* _Instructions to follow_
Collect each line of the entries that holds the string "then".

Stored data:
----------------------------------------

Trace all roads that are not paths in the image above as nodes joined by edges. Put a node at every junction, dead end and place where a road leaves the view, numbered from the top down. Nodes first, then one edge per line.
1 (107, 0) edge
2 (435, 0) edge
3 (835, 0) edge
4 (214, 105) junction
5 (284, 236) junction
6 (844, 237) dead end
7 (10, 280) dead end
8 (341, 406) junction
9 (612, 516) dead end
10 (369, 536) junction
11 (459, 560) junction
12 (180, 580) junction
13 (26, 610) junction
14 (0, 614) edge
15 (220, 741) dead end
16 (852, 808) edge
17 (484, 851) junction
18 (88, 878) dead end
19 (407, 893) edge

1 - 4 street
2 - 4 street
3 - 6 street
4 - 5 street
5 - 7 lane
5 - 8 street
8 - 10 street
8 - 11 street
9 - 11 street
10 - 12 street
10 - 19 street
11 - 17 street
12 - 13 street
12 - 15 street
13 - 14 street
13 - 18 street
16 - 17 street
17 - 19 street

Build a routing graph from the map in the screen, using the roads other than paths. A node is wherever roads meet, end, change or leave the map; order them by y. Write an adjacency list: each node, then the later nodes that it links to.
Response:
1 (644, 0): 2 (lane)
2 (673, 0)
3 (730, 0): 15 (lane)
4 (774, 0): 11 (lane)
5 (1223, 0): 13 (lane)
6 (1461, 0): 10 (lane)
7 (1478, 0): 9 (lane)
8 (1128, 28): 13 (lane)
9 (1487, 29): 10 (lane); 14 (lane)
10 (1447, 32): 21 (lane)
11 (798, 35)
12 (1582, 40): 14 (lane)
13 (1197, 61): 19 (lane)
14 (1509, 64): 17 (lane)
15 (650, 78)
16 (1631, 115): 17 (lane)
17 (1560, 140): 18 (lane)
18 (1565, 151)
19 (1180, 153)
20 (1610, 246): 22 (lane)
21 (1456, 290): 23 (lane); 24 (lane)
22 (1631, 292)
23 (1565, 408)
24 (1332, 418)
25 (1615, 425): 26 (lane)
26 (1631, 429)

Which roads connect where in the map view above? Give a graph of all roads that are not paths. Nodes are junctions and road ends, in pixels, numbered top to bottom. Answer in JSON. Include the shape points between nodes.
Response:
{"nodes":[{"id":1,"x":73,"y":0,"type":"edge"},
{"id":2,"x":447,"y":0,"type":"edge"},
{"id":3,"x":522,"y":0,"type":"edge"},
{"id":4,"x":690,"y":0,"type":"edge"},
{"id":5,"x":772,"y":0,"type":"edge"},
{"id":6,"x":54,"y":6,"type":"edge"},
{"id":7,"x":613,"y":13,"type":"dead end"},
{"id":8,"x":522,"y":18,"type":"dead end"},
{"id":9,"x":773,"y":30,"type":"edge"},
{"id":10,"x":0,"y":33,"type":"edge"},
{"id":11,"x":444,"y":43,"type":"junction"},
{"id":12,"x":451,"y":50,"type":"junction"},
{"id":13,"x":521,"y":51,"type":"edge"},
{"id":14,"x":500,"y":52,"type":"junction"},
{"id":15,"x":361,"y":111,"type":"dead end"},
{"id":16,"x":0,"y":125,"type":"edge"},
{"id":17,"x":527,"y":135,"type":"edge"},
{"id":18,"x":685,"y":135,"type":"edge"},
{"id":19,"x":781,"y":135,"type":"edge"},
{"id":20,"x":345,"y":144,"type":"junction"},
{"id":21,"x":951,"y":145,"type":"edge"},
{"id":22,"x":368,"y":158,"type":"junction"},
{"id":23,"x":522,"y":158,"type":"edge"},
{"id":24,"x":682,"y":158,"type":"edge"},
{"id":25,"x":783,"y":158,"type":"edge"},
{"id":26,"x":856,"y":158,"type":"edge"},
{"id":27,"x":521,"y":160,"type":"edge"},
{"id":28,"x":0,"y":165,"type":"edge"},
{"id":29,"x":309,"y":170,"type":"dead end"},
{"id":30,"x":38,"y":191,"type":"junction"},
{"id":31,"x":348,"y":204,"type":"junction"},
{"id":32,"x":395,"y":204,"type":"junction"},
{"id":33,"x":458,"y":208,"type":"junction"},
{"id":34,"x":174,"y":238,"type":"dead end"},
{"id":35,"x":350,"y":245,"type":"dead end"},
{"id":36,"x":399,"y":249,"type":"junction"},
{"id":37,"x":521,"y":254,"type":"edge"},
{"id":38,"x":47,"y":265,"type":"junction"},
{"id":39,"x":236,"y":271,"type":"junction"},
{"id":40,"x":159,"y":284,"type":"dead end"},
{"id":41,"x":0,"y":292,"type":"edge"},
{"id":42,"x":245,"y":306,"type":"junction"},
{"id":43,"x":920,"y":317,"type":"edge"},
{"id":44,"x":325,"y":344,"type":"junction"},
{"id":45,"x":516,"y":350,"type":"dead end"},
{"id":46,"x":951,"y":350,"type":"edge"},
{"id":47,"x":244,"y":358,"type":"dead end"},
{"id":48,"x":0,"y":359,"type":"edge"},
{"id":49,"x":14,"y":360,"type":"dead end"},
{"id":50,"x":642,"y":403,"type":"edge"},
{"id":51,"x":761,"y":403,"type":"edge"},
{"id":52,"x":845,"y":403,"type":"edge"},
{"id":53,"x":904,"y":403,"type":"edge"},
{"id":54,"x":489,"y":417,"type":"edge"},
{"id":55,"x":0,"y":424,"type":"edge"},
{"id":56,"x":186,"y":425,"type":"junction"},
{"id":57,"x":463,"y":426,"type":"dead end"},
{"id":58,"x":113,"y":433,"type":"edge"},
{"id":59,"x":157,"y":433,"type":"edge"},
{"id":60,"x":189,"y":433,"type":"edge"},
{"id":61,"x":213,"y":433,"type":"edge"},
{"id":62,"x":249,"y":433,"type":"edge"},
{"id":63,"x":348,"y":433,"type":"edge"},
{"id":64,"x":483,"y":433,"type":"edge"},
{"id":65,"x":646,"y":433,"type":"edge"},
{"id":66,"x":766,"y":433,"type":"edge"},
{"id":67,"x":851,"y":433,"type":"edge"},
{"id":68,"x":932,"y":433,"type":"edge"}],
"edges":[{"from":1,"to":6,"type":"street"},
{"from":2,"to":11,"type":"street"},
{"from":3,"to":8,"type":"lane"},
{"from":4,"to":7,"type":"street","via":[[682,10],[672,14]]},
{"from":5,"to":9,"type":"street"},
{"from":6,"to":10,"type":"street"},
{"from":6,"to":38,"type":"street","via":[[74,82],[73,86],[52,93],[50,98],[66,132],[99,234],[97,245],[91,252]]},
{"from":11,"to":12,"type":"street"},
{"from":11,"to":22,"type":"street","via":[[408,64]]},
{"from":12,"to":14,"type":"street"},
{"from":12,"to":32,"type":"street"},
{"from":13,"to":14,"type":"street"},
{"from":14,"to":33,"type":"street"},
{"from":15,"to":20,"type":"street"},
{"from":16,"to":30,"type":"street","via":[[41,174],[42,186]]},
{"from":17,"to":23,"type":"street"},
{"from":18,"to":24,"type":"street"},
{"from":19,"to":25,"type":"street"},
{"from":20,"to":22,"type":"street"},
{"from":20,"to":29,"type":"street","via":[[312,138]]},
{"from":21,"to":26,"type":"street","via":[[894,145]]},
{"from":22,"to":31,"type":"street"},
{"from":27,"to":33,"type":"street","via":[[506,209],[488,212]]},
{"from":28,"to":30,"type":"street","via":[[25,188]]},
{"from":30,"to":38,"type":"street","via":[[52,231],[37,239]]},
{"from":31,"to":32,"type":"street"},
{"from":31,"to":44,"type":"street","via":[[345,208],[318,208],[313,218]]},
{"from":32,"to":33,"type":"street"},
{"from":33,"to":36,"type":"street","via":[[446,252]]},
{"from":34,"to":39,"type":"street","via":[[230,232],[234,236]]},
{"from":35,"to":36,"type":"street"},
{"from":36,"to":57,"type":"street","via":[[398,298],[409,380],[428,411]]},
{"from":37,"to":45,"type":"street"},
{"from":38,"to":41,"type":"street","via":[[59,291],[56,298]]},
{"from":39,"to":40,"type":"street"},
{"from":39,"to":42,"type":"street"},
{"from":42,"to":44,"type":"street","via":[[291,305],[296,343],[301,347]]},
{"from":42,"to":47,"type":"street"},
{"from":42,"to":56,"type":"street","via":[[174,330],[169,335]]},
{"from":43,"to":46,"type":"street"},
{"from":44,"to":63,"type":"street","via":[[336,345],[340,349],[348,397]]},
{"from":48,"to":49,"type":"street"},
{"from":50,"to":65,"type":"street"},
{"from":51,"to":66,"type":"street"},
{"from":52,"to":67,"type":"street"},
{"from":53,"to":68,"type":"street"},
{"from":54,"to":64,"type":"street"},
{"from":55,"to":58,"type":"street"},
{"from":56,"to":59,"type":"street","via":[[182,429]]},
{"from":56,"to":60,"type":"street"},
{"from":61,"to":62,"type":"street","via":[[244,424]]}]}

----------------------------------------

* _Output for this task_
Trace all roads that are not paths in the image above as nodes joined by edges. Put a node at every junction, dead end and place where a road leaves the view, numbered from the top down. Nodes first, then one edge per line.
Build a routing graph from the map in the screen, using the roads other than paths. A node is wherever roads meet, end, change or leave the map; order them by y. Write an adjacency list: each node, then the later nodes that it links to.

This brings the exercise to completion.